Collected data entries

----

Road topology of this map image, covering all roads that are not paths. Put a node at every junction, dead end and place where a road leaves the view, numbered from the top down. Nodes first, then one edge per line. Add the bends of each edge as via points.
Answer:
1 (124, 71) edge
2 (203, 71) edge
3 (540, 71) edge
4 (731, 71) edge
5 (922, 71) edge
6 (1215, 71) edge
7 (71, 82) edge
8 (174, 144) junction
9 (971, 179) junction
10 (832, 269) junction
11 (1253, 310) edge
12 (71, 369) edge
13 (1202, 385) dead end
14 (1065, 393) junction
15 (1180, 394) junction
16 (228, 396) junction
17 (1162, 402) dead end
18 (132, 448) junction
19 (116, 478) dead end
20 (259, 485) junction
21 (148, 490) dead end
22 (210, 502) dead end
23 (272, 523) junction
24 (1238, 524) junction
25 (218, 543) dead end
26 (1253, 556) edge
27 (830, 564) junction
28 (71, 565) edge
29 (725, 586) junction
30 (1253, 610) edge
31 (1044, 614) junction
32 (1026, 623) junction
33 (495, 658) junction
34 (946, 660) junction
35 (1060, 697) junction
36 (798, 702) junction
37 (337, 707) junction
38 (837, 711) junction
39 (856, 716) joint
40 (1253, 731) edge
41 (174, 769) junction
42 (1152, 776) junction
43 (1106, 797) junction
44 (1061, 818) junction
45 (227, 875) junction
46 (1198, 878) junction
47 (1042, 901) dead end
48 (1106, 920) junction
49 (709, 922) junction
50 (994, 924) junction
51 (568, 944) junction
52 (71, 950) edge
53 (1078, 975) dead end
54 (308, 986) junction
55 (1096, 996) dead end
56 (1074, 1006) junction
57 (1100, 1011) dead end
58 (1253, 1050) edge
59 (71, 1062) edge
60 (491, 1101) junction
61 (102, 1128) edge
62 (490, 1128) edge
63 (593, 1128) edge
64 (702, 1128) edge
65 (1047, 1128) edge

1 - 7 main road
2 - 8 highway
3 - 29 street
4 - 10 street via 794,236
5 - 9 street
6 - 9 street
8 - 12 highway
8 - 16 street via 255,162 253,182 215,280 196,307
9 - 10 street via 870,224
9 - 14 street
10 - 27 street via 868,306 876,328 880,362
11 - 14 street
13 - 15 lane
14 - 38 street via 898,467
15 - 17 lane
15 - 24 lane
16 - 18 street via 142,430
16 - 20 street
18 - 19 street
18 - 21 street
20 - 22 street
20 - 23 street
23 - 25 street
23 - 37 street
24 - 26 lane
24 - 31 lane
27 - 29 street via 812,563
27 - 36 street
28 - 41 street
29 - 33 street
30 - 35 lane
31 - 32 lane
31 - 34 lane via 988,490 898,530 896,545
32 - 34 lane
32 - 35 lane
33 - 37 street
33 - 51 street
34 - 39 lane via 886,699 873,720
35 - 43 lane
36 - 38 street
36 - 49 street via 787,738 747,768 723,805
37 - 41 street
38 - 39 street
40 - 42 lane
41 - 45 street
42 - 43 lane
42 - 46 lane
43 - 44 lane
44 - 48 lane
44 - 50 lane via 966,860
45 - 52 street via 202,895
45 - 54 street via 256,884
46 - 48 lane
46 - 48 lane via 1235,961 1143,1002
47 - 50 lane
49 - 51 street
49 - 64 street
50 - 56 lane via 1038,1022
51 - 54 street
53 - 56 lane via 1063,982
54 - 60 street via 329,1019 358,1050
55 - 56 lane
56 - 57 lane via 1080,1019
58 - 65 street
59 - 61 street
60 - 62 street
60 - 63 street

----

**Action item**
Produce an exact copy of all the records.

**Response box**
Road topology of this map image, covering all roads that are not paths. Put a node at every junction, dead end and place where a road leaves the view, numbered from the top down. Nodes first, then one edge per line. Add the bends of each edge as via points.
Answer:
1 (124, 71) edge
2 (203, 71) edge
3 (540, 71) edge
4 (731, 71) edge
5 (922, 71) edge
6 (1215, 71) edge
7 (71, 82) edge
8 (174, 144) junction
9 (971, 179) junction
10 (832, 269) junction
11 (1253, 310) edge
12 (71, 369) edge
13 (1202, 385) dead end
14 (1065, 393) junction
15 (1180, 394) junction
16 (228, 396) junction
17 (1162, 402) dead end
18 (132, 448) junction
19 (116, 478) dead end
20 (259, 485) junction
21 (148, 490) dead end
22 (210, 502) dead end
23 (272, 523) junction
24 (1238, 524) junction
25 (218, 543) dead end
26 (1253, 556) edge
27 (830, 564) junction
28 (71, 565) edge
29 (725, 586) junction
30 (1253, 610) edge
31 (1044, 614) junction
32 (1026, 623) junction
33 (495, 658) junction
34 (946, 660) junction
35 (1060, 697) junction
36 (798, 702) junction
37 (337, 707) junction
38 (837, 711) junction
39 (856, 716) joint
40 (1253, 731) edge
41 (174, 769) junction
42 (1152, 776) junction
43 (1106, 797) junction
44 (1061, 818) junction
45 (227, 875) junction
46 (1198, 878) junction
47 (1042, 901) dead end
48 (1106, 920) junction
49 (709, 922) junction
50 (994, 924) junction
51 (568, 944) junction
52 (71, 950) edge
53 (1078, 975) dead end
54 (308, 986) junction
55 (1096, 996) dead end
56 (1074, 1006) junction
57 (1100, 1011) dead end
58 (1253, 1050) edge
59 (71, 1062) edge
60 (491, 1101) junction
61 (102, 1128) edge
62 (490, 1128) edge
63 (593, 1128) edge
64 (702, 1128) edge
65 (1047, 1128) edge

1 - 7 main road
2 - 8 highway
3 - 29 street
4 - 10 street via 794,236
5 - 9 street
6 - 9 street
8 - 12 highway
8 - 16 street via 255,162 253,182 215,280 196,307
9 - 10 street via 870,224
9 - 14 street
10 - 27 street via 868,306 876,328 880,362
11 - 14 street
13 - 15 lane
14 - 38 street via 898,467
15 - 17 lane
15 - 24 lane
16 - 18 street via 142,430
16 - 20 street
18 - 19 street
18 - 21 street
20 - 22 street
20 - 23 street
23 - 25 street
23 - 37 street
24 - 26 lane
24 - 31 lane
27 - 29 street via 812,563
27 - 36 street
28 - 41 street
29 - 33 street
30 - 35 lane
31 - 32 lane
31 - 34 lane via 988,490 898,530 896,545
32 - 34 lane
32 - 35 lane
33 - 37 street
33 - 51 street
34 - 39 lane via 886,699 873,720
35 - 43 lane
36 - 38 street
36 - 49 street via 787,738 747,768 723,805
37 - 41 street
38 - 39 street
40 - 42 lane
41 - 45 street
42 - 43 lane
42 - 46 lane
43 - 44 lane
44 - 48 lane
44 - 50 lane via 966,860
45 - 52 street via 202,895
45 - 54 street via 256,884
46 - 48 lane
46 - 48 lane via 1235,961 1143,1002
47 - 50 lane
49 - 51 street
49 - 64 street
50 - 56 lane via 1038,1022
51 - 54 street
53 - 56 lane via 1063,982
54 - 60 street via 329,1019 358,1050
55 - 56 lane
56 - 57 lane via 1080,1019
58 - 65 street
59 - 61 street
60 - 62 street
60 - 63 street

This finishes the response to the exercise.